* _WORK REQUIRED_
From the entries below, copy every line holding the word "highway".

### INFORMATION PROVIDED

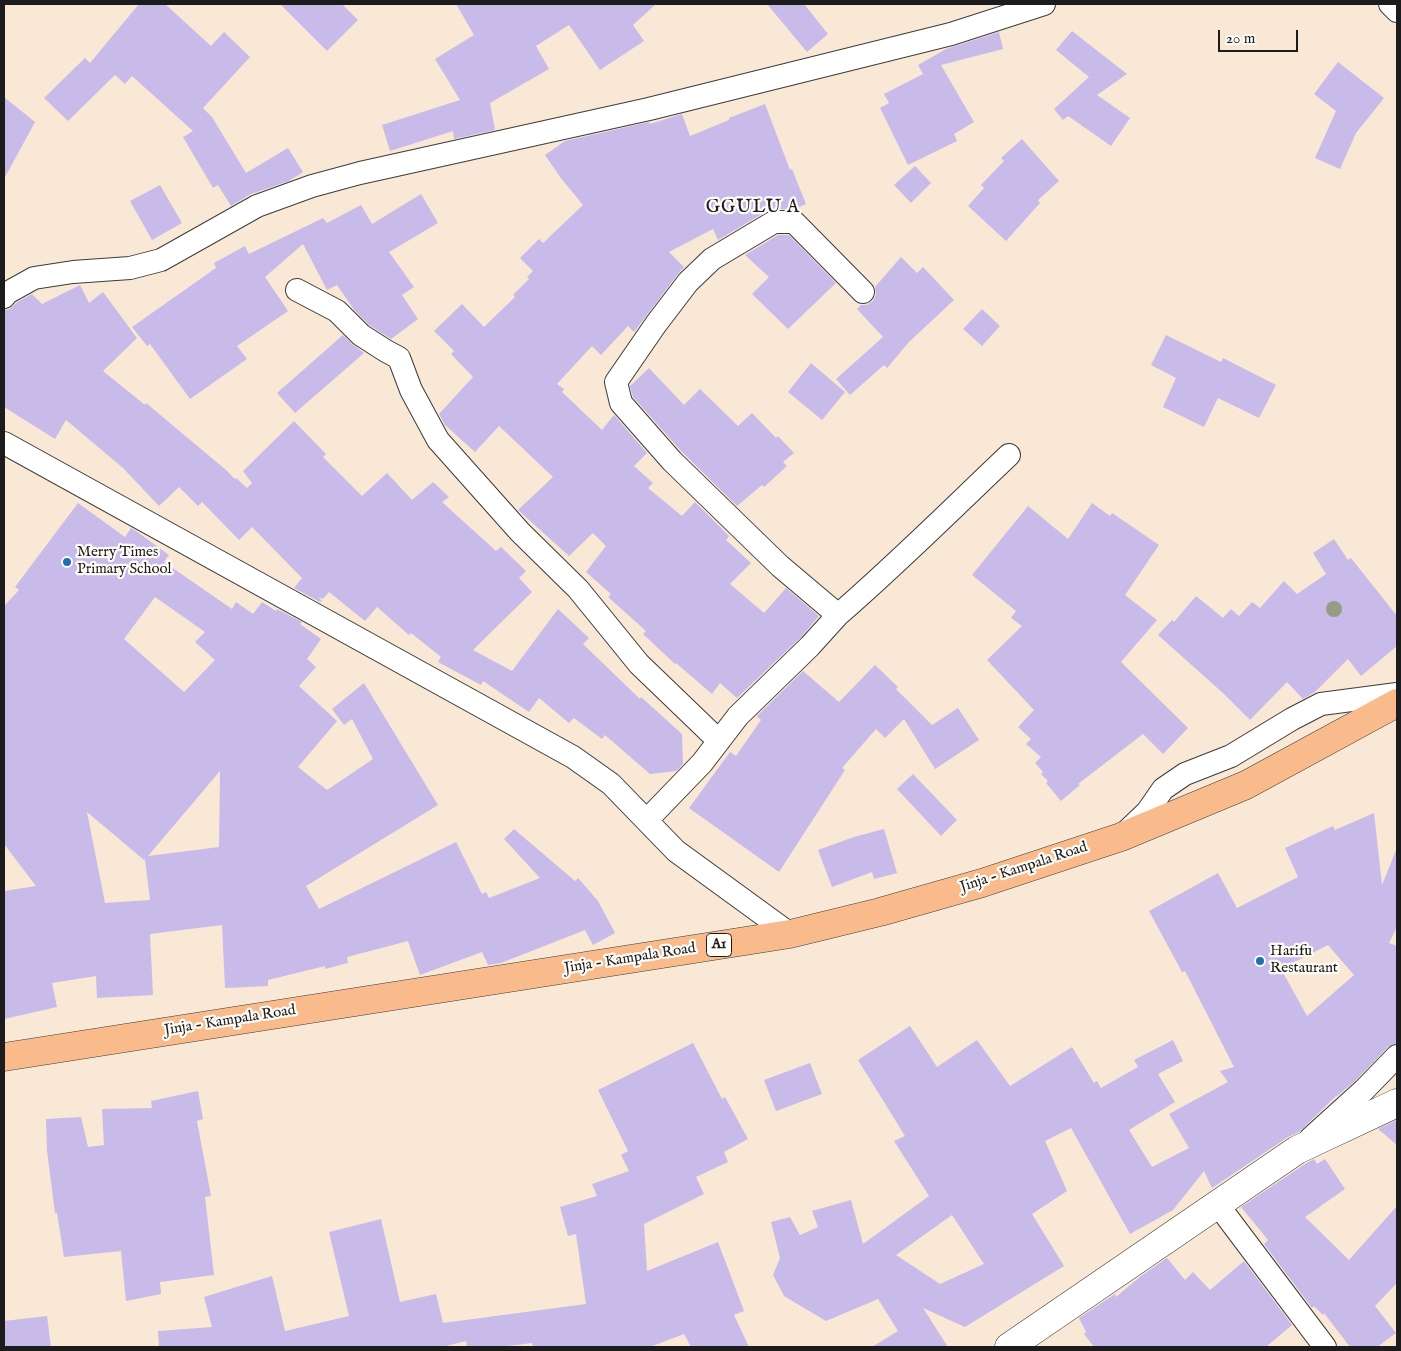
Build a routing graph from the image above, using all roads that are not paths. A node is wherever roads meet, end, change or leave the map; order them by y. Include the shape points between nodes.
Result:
1 (1044, 4) edge
2 (1390, 4) edge
3 (1397, 11) edge
4 (297, 290) dead end
5 (864, 292) dead end
6 (4, 297) edge
7 (4, 442) edge
8 (1009, 455) dead end
9 (838, 615) junction
10 (1397, 694) edge
11 (1397, 703) edge
12 (718, 741) junction
13 (647, 820) junction
14 (1121, 837) junction
15 (790, 934) junction
16 (1397, 1056) edge
17 (4, 1057) edge
18 (1397, 1103) edge
19 (1297, 1150) junction
20 (1218, 1205) junction
21 (1009, 1347) edge
22 (1325, 1347) edge

1 - 6 street via 942,36 650,109 320,184 257,206 160,260 130,268 34,278
2 - 3 street
4 - 12 street via 337,311 361,335 399,358 411,390 438,440 520,532 578,589 639,664
5 - 9 street via 794,222 774,222 712,259 688,282 616,382 620,403 672,461 780,566
7 - 13 street via 573,757 612,784
8 - 9 street via 887,573
9 - 12 street via 738,716
10 - 14 street via 1321,704 1231,756 1185,774 1163,788 1147,812
11 - 14 highway, Jinja - Kampala Road / A1 via 1246,785
12 - 13 street via 702,763
13 - 15 street via 676,851
14 - 15 highway, Jinja - Kampala Road / A1 via 982,883
15 - 17 highway, Jinja - Kampala Road / A1
16 - 19 street
18 - 19 street
19 - 20 street
20 - 21 street
20 - 22 street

######

* _SOLVED EXERCISE_
11 - 14 highway, Jinja - Kampala Road / A1 via 1246,785
14 - 15 highway, Jinja - Kampala Road / A1 via 982,883
15 - 17 highway, Jinja - Kampala Road / A1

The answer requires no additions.